Именно это понятие velkodružína, наиболее разработанное Граусом, прочно вошло в чешскую историографию. Более спорным оказался его тезис о «феодализации дружины» – по той же причине, по которой не выдержала критики теория Грекова: данных о крупном землевладении, тем более на ленном праве, нет и на чешском материале вплоть до середины – конца XII в. Также трудно доказуемым является его тезис об уничтожении старой («племенной») знати правителями, опиравшимися на свои «большие дружины». Такую сознательную политику Граус приписывал князю Болеславу II, искоренившему род Славнивковцев, а знать XI в. он считал новой, вышедшей из «разлагавшейся» «большой дружины»[207]. На самом деле, это чисто гипотетическая конструкция, и данных, чтобы рассуждать о континуитете/дисконтинуитете древнечешской знати, просто нет[208].

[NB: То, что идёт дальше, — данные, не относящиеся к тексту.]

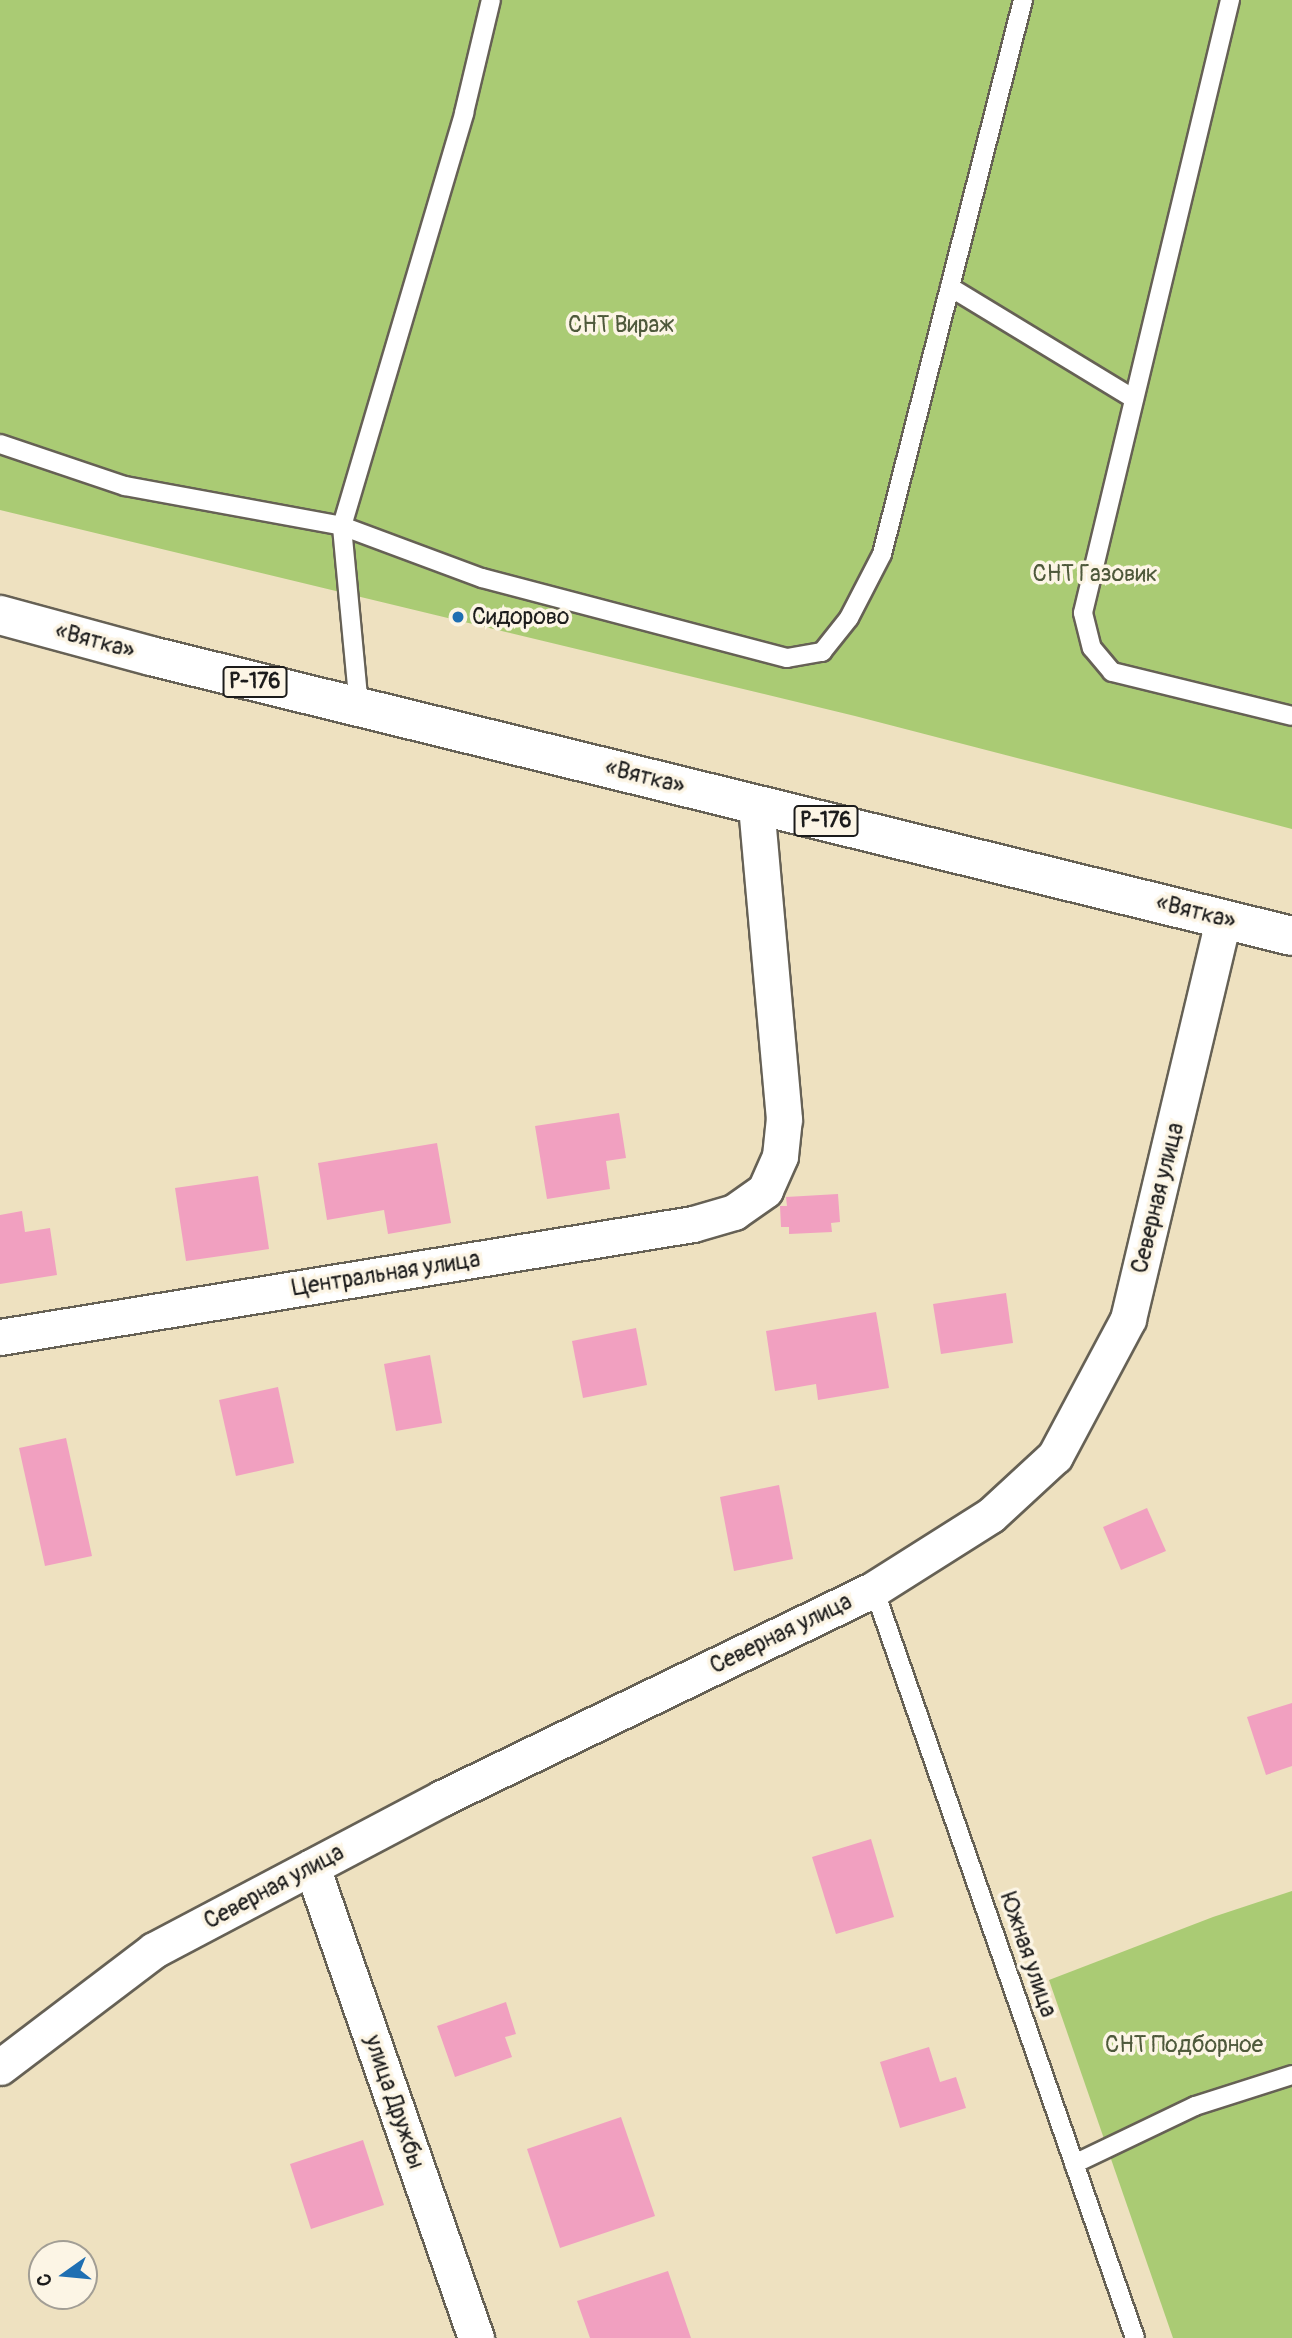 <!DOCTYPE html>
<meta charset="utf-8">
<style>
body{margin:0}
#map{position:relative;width:1292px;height:2338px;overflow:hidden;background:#eee1c0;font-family:Pangolin,sans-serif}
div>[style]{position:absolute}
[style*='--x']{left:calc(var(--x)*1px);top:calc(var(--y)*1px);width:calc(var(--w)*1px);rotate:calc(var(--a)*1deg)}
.green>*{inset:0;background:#aacb74}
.building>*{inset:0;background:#f1a0c0}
.roads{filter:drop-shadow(2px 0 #666155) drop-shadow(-2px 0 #666155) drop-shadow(0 2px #666155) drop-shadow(0 -2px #666155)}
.service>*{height:18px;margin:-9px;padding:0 9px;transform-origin:9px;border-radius:9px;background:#fff}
.minor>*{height:35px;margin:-17.5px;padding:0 17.5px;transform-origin:17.5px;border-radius:17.5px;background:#fff}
.primary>*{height:38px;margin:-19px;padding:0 19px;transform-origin:19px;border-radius:19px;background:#fff}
.dots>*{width:19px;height:19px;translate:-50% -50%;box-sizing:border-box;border:4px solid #fcf5e5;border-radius:50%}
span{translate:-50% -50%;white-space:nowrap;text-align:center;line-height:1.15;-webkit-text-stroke:7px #fcf5e5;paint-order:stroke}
.shield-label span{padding:2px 5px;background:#fcf5e5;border:2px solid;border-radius:5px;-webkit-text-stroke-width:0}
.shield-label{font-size:21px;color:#1c1c1c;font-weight:700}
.park-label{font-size:23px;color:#4e593b}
.poi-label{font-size:23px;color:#1c1c1c}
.left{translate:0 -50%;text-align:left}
.street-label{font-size:23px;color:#1c1c1c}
.north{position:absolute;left:28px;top:2240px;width:70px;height:70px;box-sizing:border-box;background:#fcf5e5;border:2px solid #a29e95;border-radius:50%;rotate:255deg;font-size:19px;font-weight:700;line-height:28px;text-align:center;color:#1c1c1c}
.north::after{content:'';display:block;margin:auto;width:24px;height:32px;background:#1f6fb2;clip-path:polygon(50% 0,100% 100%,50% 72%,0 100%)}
</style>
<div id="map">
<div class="green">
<div style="clip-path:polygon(0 0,1292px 0,1292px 829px,855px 716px,0 510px)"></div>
<div style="clip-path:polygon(1292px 1891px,1292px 2338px,1173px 2338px,1049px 1980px,1213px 1917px)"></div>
</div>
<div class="building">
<div style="clip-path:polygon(619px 1113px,626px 1158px,606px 1161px,610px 1189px,547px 1199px,535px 1126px)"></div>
<div style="clip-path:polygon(437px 1143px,451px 1223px,388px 1234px,384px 1210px,327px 1220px,318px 1163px)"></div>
<div style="clip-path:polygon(258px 1176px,269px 1249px,186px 1261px,175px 1188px)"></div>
<div style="clip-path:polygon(838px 1194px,840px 1222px,831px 1223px,832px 1232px,789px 1234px,789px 1227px,781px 1227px,780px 1206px,787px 1206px,786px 1197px)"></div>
<div style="clip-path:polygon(22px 1211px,25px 1232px,50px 1228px,57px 1275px,0 1284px,0 1215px)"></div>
<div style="clip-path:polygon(1006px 1293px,1013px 1343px,941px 1354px,933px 1304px)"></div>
<div style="clip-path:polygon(876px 1312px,889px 1388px,818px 1400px,816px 1384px,775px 1391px,766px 1331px)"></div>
<div style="clip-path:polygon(636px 1328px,647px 1385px,583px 1398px,572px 1341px)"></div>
<div style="clip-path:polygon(430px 1355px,442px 1423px,396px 1431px,384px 1364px)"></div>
<div style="clip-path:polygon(278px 1387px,294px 1463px,236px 1476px,219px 1400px)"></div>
<div style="clip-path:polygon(66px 1438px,92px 1556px,45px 1566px,19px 1448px)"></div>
<div style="clip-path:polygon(779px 1485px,793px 1559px,734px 1571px,720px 1497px)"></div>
<div style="clip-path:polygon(1147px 1508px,1166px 1551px,1121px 1570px,1103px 1527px)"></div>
<div style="clip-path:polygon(1292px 1703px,1292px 1766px,1266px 1775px,1247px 1717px)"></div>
<div style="clip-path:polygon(871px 1839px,894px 1917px,836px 1934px,812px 1857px)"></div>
<div style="clip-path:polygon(506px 2002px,516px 2034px,505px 2037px,512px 2057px,455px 2077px,437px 2026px)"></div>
<div style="clip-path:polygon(929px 2047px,940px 2082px,956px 2077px,966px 2108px,900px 2128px,880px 2062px)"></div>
<div style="clip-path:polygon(621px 2117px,655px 2216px,560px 2248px,527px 2149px)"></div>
<div style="clip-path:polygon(363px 2140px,384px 2205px,311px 2229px,290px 2164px)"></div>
<div style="clip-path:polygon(668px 2271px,691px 2338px,590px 2338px,577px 2301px)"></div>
</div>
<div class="roads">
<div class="service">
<div style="--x:1230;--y:0;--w:630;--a:103.49"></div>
<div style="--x:1083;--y:613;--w:36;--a:76"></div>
<div style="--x:1092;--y:648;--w:31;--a:50"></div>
<div style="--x:1112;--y:672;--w:185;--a:13.7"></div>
<div style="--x:950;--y:287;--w:215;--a:31.3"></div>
<div style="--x:0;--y:444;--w:132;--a:18.6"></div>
<div style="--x:125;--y:486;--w:221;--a:10.4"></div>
<div style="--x:342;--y:526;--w:149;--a:20.4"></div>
<div style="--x:482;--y:578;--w:315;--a:14.7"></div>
<div style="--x:787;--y:658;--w:36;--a:-10"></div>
<div style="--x:822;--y:652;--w:43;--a:-51.5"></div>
<div style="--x:849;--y:618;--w:72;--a:-62.7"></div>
<div style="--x:882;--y:554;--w:572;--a:-75.72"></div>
<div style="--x:359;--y:707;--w:182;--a:-95.4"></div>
<div style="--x:342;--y:526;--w:431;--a:-73.5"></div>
<div style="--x:464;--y:113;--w:116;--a:-76.6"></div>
<div style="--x:874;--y:1589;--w:793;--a:70.79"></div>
<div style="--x:1074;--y:2164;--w:134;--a:-25.6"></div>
<div style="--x:1195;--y:2106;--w:102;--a:-17.7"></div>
</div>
<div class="minor">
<div style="--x:0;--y:1337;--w:702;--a:-9.26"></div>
<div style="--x:693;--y:1224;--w:43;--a:-16.3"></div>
<div style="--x:734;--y:1212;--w:38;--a:-35"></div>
<div style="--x:765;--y:1190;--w:37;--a:-66"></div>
<div style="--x:780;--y:1156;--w:37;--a:-84"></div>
<div style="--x:784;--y:1119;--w:316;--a:-95.1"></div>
<div style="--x:312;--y:1867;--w:499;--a:70.8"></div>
<div style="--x:0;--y:2067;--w:193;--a:-37.2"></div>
<div style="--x:154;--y:1950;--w:326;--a:-27.8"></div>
<div style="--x:442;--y:1798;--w:480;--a:-25.8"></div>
<div style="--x:874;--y:1589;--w:138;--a:-32.3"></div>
<div style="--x:991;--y:1515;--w:87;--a:-42.7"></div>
<div style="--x:1055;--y:1456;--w:155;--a:-61.9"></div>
<div style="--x:1128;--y:1319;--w:411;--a:-76.6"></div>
</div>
<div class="primary">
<div style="--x:0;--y:615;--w:156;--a:15.2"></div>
<div style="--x:151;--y:656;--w:1175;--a:13.79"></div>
</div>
</div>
<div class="dots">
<div style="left:458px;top:617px;background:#1f6fb2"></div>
</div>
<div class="shield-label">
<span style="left:255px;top:682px">Р-176</span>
<span style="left:826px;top:821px">Р-176</span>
</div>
<div class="park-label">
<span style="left:621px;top:325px">СНТ Вираж</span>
<span style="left:1095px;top:574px">СНТ Газовик</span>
<span style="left:1184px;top:2045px">СНТ Подборное</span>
</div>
<div class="poi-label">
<span class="left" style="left:472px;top:617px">Сидорово</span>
</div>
<div class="street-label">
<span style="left:95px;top:641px;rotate:15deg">«Вятка»</span>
<span style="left:645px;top:777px;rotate:14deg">«Вятка»</span>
<span style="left:1196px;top:912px;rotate:14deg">«Вятка»</span>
<span style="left:1158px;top:1198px;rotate:-76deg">Северная улица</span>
<span style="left:386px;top:1274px;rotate:-9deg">Центральная улица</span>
<span style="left:781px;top:1634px;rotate:-26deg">Северная улица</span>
<span style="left:274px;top:1887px;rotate:-28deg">Северная улица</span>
<span style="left:1028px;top:1955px;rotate:71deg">Южная улица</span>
<span style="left:394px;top:2102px;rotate:71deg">улица Дружбы</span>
</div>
<div class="north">С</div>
</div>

Чешские учёные Д. Тржештик и Й. Жемличка, в работах которых наиболее последовательно изложена «среднеевропейская (центральноевропейская) модель» ранних славянских государств XI-XII вв., принимают понятие velkodružina[209]. При этом уточняется, что содержание «большой дружины» было весьма обременительным и окупалось только в условиях постоянных внешних завоеваний, способных обеспечить многочисленное объединение профессиональных воинов. Такая система мобилизации и распределения ресурсов называется иногда «трибутарной» (от латинского слова tributum – «дань»)[210]. Как только возможности завоеваний были исчерпаны, должен был последовать кризис этой системы, а следовательно, и всего государства. Этот кризис Тржештик и Жемличка вслед за Барбарой Кжеменьской видят в смутах начала XI в. в Чехии и чуть позже в Польше и Венгрии[211]. В результате этого кризиса, по мнению чешских учёных, и образовалась «среднеевропейская модель». Главными элементами этой модели были: существование элиты (которая образовалась в результате «глубокой системной трансформации» «большой дружины»[212]) не за счёт частного землевладения, а за счёт участия в сборе и потреблении «государственных» доходов, то есть поборов и налогов со свободного населения в пользу князя; «градская организация» – управление территорией через княжеских людей (чиновников), «базирующихся» в укреплённых поселениях; «служебная организация» – сеть поселений, население которых выполняло специализированные работы по удовлетворению потребностей княжеского (королевского) двора; jus ducale – «княжеское право», то есть сфера права, в которой жило большинство населения, формально под юрисдикцией правителя (князя/короля), а фактически во многом автономно внутри локальных «общин»-«волостей» («ополья»). Падение этой системы относят к XIII в., когда удельный вес частного землевладения, защищенного иммунитетом, в социально-экономической сфере становится преобладающим и сказывается сильное влияние из Западной и Центральной Европы (привносятся элементы вассально-ленных отношений, начинается немецкая колонизация и т. д.)[213].